Examining the ways the law can create injustice helps reveal how it should be simplified or worded with qualifiers that allow functional ambiguity, reducing unintended harm and eventual pushback. We must scrutinize whether the letter of the law captures the essence of its purpose. For example, if abortion laws are defined solely by heartbeat, what happens when there are weak or prolonged heartbeats with no meaningful development? A simple adjustment of defining by heartbeat alongside progressive growth could close this loophole, sparing many families the suffering that my friend endured.
Fathers should have legal rights in the care of their unborn children. Proactive laws are needed to grant fathers emergency conservatorship if a healthy mother threatens or intends to abort a healthy baby. This is particularly important when the father can demonstrate that the threat is vengeful, a situation that does occur. Such measures prevent abortion from being weaponized against fathers.
Reactive measures could include civil lawsuits or criminal charges in cases of weaponized, non-essential abortion, including attempts and intent. Fathers who seek to exploit these laws in cases involving genuine health concerns or emergencies should likewise face civil and criminal repercussions. These approaches limit bureaucratic overreach as the primary mechanism for managing family matters.

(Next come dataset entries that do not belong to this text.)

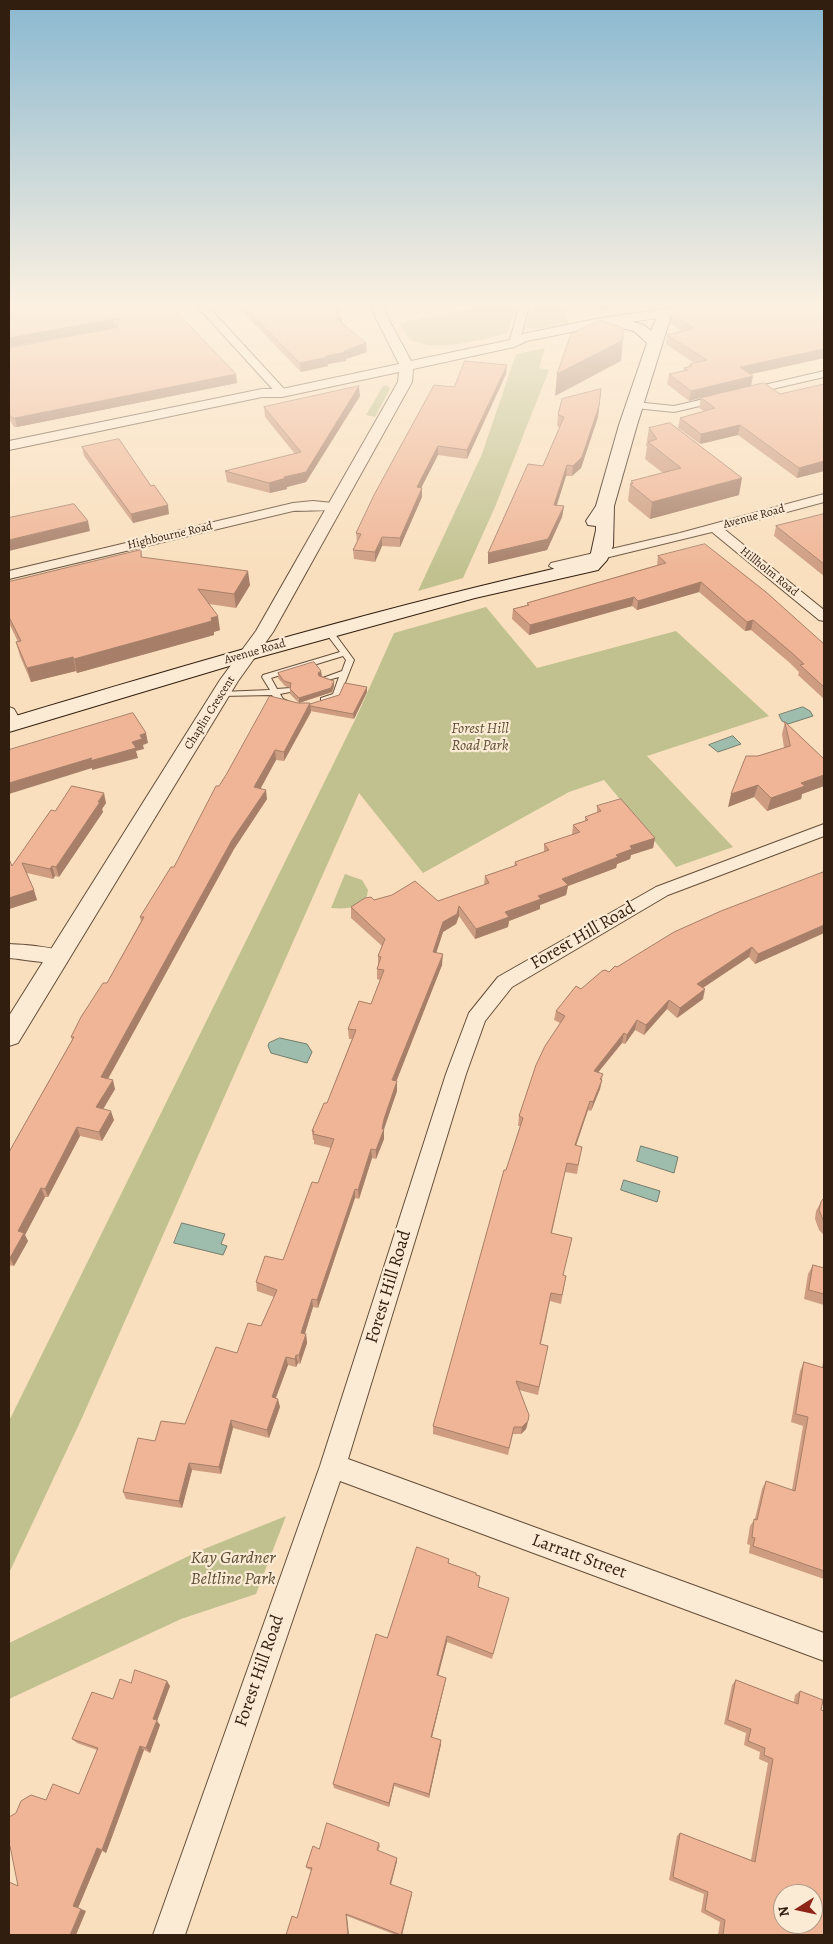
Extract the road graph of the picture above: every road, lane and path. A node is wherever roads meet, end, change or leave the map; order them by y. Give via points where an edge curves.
1 (258, 394) edge
2 (281, 394) edge
3 (398, 394) edge
4 (639, 394) edge
5 (739, 394) edge
6 (635, 405) junction
7 (9, 445) edge
8 (9, 456) edge
9 (824, 498) edge
10 (605, 506) junction
11 (332, 507) junction
12 (714, 527) junction
13 (596, 560) junction
14 (556, 566) junction
15 (9, 575) edge
16 (502, 586) junction
17 (824, 617) edge
18 (329, 632) junction
19 (248, 653) junction
20 (346, 653) junction
21 (344, 673) junction
22 (324, 679) edge
23 (287, 690) edge
24 (275, 692) junction
25 (221, 694) junction
26 (317, 702) edge
27 (299, 708) edge
28 (10, 720) edge
29 (824, 830) edge
30 (9, 951) edge
31 (58, 957) junction
32 (9, 1036) edge
33 (334, 1466) junction
34 (824, 1647) edge
35 (169, 1935) edge

1 - 7 street
2 - 8 street via 266,401
3 - 11 street, Chaplin Crescent
4 - 6 main road
5 - 6 street via 674,409
6 - 10 main road
9 - 12 street, Avenue Road
10 - 13 main road via 606,528
10 - 14 main road via 592,526 582,552
11 - 15 street, Highbourne Road via 293,507
11 - 19 street, Chaplin Crescent via 264,632
12 - 13 street, Avenue Road via 624,558
12 - 17 street, Hillholm Road
13 - 14 street, Avenue Road
13 - 16 main road, Avenue Road
14 - 16 main road, Avenue Road
16 - 18 main road, Avenue Road
18 - 19 main road, Avenue Road
18 - 20 lane
19 - 25 street, Chaplin Crescent
19 - 28 main road, Avenue Road
20 - 21 lane via 350,660
20 - 24 lane via 266,677
21 - 22 lane
21 - 26 lane via 336,696
23 - 24 lane
24 - 25 lane
24 - 27 lane via 280,702
25 - 31 street, Chaplin Crescent
29 - 33 street, Forest Hill Road via 662,891 505,982 488,1001 476,1018 456,1074
30 - 31 street
31 - 32 street, Chaplin Crescent
33 - 34 street, Larratt Street
33 - 35 street, Forest Hill Road

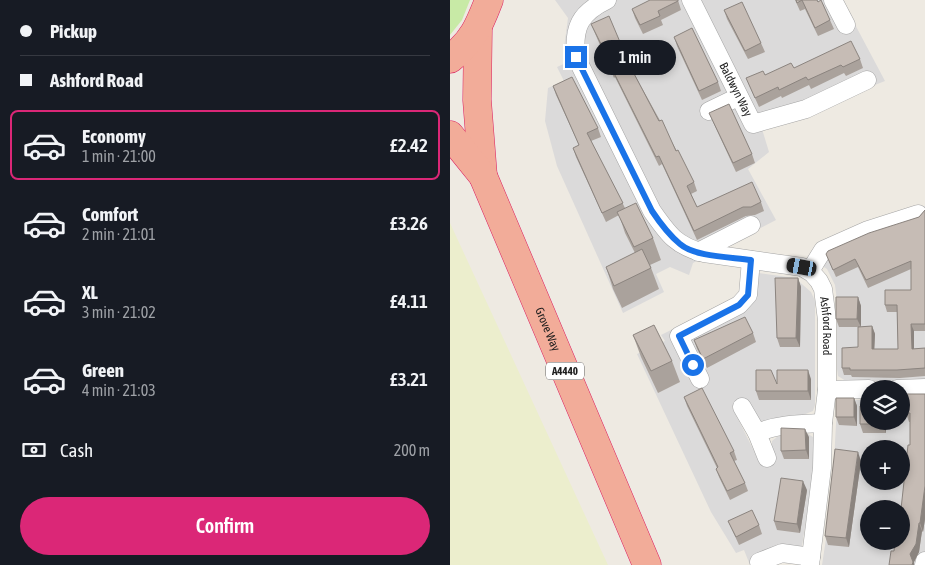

They facilitate a shift back to a functional familial hierarchy while increasing autonomy.
Over-litigation fragments families, removing mutual accountability and depriving them of the judgment needed in situations where they bear the consequences. Abortion cannot be treated as a standalone moral abstraction or as an imperative to preserve every pregnancy at any cost. The law should intervene only to prevent recklessness or weaponization, not to replace familial authority with bureaucratic control. Fathers must be empowered within their homes rather than displaced by abstract legal mechanisms.
When the family is freed from external legal pressures and medical overreach, it can order itself effectively, upholding the foundation upon which Western Civilization stands.